**Assignment**
In the data that follows, find each line containing "scale" and copy it.

(Stored items)
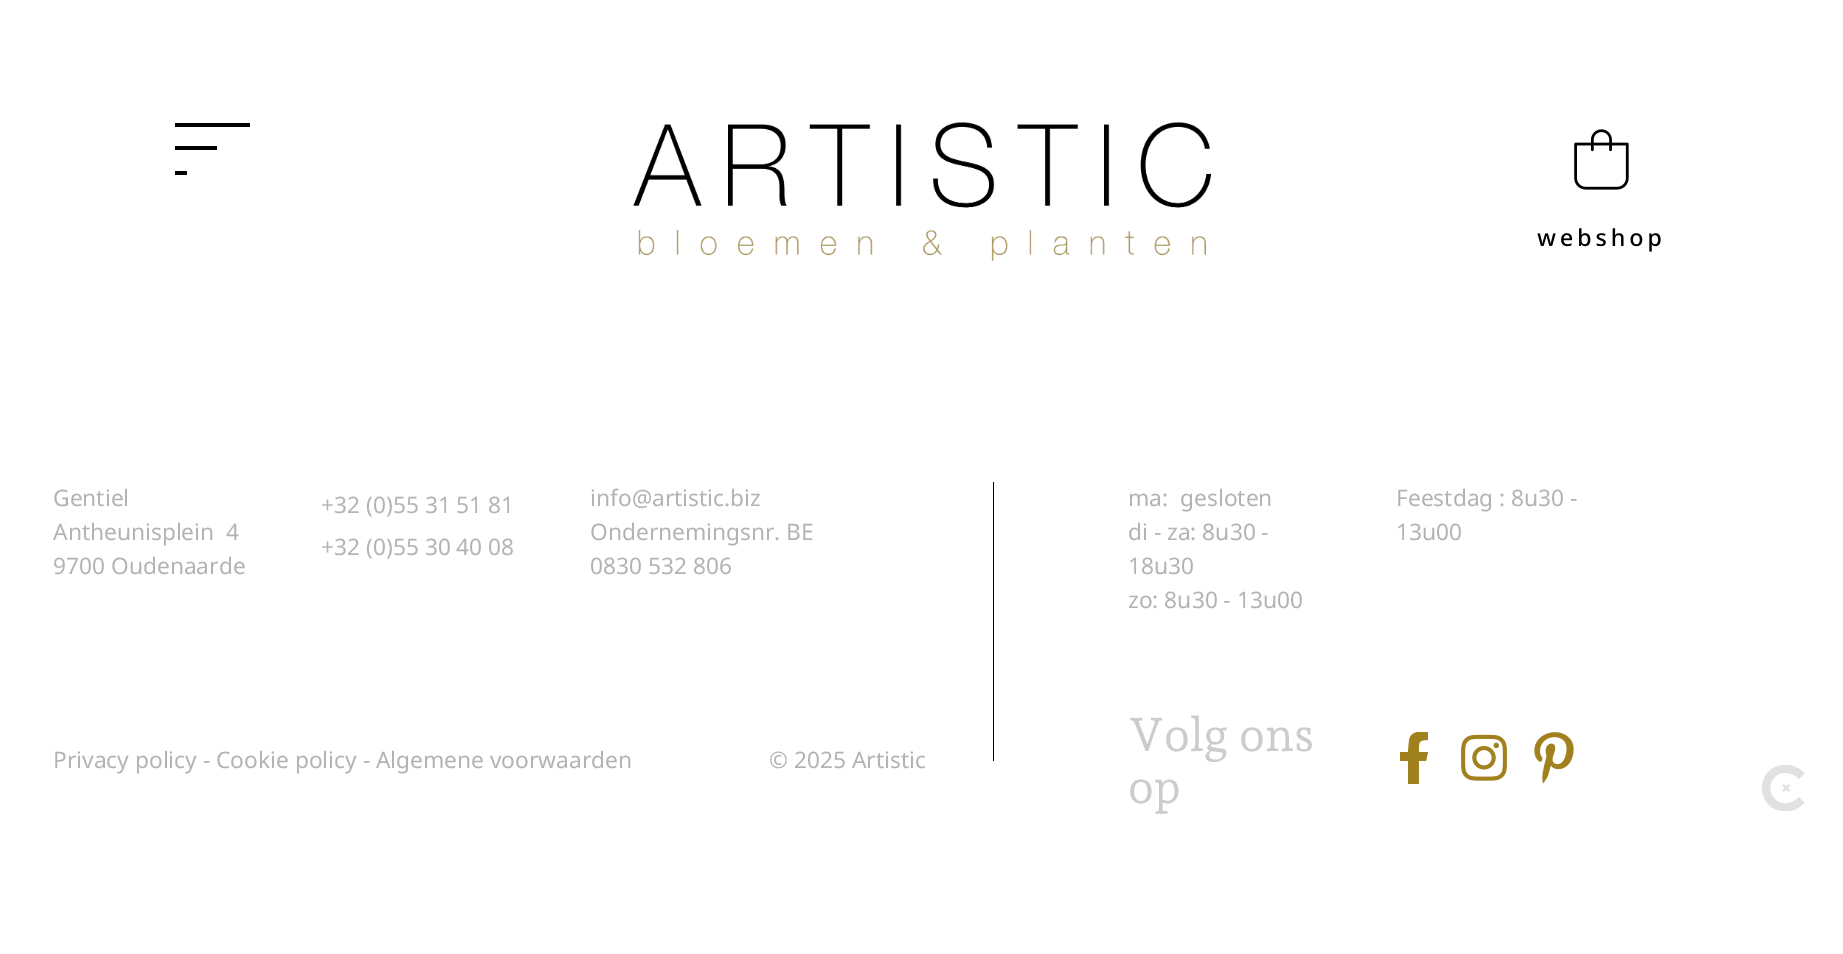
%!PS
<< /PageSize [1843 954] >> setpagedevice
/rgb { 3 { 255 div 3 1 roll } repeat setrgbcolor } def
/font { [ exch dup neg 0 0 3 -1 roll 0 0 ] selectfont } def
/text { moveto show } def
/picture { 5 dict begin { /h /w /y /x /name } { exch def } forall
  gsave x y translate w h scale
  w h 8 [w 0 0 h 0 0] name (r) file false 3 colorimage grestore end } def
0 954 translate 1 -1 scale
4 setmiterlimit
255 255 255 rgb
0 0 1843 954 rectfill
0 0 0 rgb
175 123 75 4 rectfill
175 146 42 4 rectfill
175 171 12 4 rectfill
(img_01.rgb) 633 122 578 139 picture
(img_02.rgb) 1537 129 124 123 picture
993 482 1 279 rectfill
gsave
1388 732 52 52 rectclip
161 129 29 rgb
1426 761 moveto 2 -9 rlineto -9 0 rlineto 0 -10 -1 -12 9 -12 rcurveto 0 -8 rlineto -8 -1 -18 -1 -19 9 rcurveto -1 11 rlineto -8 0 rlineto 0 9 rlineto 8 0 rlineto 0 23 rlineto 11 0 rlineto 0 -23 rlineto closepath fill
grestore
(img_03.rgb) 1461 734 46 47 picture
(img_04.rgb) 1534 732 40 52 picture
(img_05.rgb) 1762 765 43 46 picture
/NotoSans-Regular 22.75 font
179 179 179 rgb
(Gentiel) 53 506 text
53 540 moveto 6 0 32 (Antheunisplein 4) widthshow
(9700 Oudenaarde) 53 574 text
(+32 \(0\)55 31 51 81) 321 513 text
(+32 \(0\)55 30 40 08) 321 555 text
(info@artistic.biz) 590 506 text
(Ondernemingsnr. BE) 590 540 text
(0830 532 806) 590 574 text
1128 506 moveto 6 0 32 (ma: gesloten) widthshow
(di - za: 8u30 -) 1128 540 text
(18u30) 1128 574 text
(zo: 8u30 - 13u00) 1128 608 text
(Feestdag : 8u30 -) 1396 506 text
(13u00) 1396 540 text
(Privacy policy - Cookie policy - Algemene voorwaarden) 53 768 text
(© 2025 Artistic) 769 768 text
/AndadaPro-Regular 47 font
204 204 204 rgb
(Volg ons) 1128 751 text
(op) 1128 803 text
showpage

**Answer to the exercise**
  gsave x y translate w h scale
0 954 translate 1 -1 scale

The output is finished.